A Câmara dos Estados Unidos, majoritariamente republicana, aprovou uma resolução que acusa o presidente Barack Obama de não ter avisado o Congresso com antecedência de 30 dias sobre a troca do prisioneiro norte-americano Bowe Bergdahl por cinco líderes do Taleban. A votação desta terça-feira aprovou a condenação com 249 votos a favor e 163 contra.

Estadão Conteúdo

09 de setembro de 2014 | 18h41

A resolução, que não tem força de lei e não será considerada pelo Senado, "condena e desaprova a falha do governo Obama ao não cumprir o requerimento legal de entregar relatórios com 30 dias de antecedência ao executar a transferência de cinco membros de alto escalão do Taleban da detenção na Estação Naval dos Estados Unidos, na Baía de Guantánamo, Cuba".

O texto afirma que essas ações "prejudicaram sem necessidade a confiança e a convicção no compromisso e na habilidade do governo Obama de se engajar construtivamente e trabalhar com o Congresso".

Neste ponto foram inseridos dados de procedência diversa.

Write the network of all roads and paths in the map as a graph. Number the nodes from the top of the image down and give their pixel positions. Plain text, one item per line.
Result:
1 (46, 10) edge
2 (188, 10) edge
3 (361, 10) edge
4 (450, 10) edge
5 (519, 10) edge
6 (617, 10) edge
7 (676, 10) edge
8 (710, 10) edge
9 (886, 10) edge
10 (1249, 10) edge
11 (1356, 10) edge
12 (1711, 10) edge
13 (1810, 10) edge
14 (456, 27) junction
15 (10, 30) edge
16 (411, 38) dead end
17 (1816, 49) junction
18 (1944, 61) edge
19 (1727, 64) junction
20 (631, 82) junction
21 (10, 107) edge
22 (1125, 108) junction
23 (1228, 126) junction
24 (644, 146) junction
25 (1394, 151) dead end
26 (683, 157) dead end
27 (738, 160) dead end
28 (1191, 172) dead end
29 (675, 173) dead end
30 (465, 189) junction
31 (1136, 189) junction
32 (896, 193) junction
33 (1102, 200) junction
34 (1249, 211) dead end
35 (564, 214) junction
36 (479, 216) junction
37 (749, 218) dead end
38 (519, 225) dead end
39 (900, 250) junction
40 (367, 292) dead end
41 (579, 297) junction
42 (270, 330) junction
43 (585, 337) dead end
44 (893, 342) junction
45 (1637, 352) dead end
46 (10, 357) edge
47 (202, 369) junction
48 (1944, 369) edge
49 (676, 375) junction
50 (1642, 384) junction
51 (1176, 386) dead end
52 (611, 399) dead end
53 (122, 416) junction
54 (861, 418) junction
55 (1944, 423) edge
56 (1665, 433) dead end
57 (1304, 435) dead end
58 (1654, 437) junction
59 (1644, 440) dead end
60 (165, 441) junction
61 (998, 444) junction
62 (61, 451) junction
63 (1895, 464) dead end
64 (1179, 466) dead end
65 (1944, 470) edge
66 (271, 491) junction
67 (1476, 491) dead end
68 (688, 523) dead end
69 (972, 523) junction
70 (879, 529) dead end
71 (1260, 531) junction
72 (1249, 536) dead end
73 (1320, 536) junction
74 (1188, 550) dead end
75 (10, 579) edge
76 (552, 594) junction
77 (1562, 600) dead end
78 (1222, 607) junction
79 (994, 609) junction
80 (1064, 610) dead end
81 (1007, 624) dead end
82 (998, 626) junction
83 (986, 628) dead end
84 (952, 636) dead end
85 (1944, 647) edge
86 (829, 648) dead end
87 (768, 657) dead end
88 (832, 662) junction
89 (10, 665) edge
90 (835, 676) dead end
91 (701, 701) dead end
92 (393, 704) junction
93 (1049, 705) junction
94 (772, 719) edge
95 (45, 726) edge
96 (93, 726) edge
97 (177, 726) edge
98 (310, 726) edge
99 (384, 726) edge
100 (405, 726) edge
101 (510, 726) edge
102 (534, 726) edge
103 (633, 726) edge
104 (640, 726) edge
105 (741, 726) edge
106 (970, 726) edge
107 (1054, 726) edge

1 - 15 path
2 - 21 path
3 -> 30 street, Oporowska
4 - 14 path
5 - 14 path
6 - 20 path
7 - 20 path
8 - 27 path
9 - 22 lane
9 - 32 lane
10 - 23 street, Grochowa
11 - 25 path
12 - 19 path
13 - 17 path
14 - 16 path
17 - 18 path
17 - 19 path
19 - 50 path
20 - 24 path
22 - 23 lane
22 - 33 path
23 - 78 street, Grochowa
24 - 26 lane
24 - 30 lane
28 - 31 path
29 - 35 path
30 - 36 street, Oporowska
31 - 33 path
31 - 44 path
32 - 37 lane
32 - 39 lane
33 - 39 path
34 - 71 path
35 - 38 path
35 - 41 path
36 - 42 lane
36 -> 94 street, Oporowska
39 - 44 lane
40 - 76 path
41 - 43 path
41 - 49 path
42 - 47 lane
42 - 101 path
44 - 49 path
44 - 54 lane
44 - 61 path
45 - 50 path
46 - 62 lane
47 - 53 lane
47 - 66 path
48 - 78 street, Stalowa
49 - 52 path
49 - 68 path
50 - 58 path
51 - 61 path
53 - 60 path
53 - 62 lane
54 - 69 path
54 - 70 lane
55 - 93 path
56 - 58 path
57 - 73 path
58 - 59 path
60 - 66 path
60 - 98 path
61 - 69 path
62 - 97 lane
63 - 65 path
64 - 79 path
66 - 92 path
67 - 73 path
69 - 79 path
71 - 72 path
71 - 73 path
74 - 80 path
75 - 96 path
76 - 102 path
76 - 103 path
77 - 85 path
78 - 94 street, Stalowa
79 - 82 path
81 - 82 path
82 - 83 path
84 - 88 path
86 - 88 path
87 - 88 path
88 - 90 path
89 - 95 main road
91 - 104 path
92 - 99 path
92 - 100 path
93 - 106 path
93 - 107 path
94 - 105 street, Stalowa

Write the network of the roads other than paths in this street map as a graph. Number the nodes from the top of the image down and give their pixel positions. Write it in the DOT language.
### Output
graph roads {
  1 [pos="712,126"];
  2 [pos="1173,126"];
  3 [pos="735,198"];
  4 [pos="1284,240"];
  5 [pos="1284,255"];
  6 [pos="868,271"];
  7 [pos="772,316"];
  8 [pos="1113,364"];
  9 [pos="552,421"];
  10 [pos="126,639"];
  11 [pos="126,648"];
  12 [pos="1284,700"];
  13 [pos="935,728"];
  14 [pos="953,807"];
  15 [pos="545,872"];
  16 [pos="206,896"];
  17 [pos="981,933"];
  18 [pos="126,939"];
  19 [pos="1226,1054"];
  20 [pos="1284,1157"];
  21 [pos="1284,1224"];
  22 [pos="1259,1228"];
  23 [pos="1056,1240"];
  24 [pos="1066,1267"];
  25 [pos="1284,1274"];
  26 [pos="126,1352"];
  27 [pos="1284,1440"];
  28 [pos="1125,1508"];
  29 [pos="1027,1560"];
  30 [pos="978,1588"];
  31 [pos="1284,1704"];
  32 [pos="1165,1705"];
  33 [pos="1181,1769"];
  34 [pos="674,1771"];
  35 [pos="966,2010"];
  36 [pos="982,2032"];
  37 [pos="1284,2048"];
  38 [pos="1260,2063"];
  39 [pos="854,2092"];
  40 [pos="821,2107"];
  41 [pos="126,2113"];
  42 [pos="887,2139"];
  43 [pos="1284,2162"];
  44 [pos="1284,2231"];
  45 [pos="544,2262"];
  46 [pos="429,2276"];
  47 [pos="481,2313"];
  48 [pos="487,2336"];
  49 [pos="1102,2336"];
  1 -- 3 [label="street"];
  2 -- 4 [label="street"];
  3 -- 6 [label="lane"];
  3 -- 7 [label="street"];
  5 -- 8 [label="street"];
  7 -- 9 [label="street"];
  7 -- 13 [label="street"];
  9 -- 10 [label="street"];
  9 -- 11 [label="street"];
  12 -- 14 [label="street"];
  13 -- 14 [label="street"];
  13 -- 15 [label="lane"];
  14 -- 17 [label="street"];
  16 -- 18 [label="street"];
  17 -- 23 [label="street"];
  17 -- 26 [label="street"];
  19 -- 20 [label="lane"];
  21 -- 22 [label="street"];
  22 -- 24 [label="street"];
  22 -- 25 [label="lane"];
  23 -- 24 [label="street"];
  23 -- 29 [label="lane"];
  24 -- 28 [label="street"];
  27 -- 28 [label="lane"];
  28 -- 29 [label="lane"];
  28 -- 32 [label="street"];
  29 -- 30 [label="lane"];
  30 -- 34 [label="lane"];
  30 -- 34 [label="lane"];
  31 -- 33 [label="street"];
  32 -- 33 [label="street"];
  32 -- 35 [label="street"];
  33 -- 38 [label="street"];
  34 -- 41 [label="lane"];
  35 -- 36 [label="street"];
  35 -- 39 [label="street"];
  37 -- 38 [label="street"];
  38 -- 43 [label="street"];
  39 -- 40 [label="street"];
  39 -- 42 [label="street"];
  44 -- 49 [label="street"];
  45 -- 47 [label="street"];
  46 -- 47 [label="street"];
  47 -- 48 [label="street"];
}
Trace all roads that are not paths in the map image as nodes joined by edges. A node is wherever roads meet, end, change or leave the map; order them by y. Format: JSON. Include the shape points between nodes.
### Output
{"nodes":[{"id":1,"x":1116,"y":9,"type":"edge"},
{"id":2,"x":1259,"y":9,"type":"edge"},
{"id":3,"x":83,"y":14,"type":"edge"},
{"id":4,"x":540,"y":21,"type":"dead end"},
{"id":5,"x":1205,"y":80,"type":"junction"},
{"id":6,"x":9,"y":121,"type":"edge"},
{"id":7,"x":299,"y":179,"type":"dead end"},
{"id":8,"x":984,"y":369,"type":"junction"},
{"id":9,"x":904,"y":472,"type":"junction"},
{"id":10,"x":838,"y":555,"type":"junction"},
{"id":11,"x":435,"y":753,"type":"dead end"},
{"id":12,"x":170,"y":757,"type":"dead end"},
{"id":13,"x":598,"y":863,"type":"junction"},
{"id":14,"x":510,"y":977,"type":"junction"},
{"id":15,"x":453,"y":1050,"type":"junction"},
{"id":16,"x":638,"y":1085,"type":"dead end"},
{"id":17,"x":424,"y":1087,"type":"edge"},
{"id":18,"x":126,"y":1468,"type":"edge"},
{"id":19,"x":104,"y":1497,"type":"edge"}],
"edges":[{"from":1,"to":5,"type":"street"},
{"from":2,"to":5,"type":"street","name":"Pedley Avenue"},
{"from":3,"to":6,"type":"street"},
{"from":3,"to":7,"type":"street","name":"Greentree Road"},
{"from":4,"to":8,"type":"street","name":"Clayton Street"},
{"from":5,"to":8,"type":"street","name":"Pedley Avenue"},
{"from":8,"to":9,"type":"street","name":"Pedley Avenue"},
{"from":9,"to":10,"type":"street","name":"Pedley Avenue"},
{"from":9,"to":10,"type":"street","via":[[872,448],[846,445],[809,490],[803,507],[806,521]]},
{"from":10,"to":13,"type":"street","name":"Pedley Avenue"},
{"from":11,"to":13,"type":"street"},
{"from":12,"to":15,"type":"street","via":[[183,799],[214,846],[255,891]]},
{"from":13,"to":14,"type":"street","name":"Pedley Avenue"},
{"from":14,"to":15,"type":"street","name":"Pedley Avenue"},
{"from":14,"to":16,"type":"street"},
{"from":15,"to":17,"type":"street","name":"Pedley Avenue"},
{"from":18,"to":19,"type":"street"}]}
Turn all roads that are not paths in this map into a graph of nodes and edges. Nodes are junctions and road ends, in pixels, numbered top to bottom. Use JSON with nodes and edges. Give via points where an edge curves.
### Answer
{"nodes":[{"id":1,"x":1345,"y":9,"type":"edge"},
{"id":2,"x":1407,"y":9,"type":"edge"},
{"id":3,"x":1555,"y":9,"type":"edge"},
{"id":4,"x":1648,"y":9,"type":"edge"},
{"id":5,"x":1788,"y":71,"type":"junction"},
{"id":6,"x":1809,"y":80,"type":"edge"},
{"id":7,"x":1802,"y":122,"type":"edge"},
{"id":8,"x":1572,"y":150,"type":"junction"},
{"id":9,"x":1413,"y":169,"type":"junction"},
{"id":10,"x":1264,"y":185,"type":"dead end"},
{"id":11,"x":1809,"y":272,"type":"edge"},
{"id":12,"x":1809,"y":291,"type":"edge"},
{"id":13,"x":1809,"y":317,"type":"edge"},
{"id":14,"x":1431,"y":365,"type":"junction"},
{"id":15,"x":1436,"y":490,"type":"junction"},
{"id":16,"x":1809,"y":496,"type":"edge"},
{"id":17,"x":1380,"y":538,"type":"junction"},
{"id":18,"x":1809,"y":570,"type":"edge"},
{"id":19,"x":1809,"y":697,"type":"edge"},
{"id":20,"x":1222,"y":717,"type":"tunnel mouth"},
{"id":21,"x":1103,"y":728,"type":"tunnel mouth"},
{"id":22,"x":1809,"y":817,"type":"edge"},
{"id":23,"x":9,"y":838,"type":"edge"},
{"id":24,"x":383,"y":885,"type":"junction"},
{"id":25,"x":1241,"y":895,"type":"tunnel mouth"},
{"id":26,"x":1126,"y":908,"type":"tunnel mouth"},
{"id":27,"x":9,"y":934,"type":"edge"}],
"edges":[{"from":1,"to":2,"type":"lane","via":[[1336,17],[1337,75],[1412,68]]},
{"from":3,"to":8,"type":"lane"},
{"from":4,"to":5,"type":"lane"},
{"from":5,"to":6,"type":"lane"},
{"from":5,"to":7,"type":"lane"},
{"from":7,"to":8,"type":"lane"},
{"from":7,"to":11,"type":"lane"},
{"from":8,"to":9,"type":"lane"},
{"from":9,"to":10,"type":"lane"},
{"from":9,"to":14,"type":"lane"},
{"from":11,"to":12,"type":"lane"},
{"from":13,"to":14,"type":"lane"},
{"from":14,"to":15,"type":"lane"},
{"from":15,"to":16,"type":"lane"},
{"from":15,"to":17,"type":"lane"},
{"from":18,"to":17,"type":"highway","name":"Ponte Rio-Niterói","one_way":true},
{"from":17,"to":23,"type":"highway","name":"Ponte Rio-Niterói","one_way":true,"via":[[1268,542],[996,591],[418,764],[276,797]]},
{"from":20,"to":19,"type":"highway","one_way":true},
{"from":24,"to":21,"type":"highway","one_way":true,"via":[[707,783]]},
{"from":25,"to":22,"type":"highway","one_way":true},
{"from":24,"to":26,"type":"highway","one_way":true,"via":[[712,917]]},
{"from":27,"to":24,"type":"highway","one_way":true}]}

Democratas consideraram a votação um ataque partidário, em pleno ano eleitoral, que foi colocado em prática na hora errada, considerando os esforços do presidente para apoiar o combate aos militantes do Estado Islâmico. Republicanos insistem que Obama claramente violou uma lei que requer que a administração avise o Congresso com antecedência de 30 dias antes de transferir prisioneiros de Guantánamo.

Em maio, cinco membros de alto escalão do Taleban foram soltos da prisão norte-americana em troca da libertação de Bergdahl, um soldado que havia desaparecido de seu posto no Oeste do Afeganistão em junho de 2009. Fonte: Associated Press.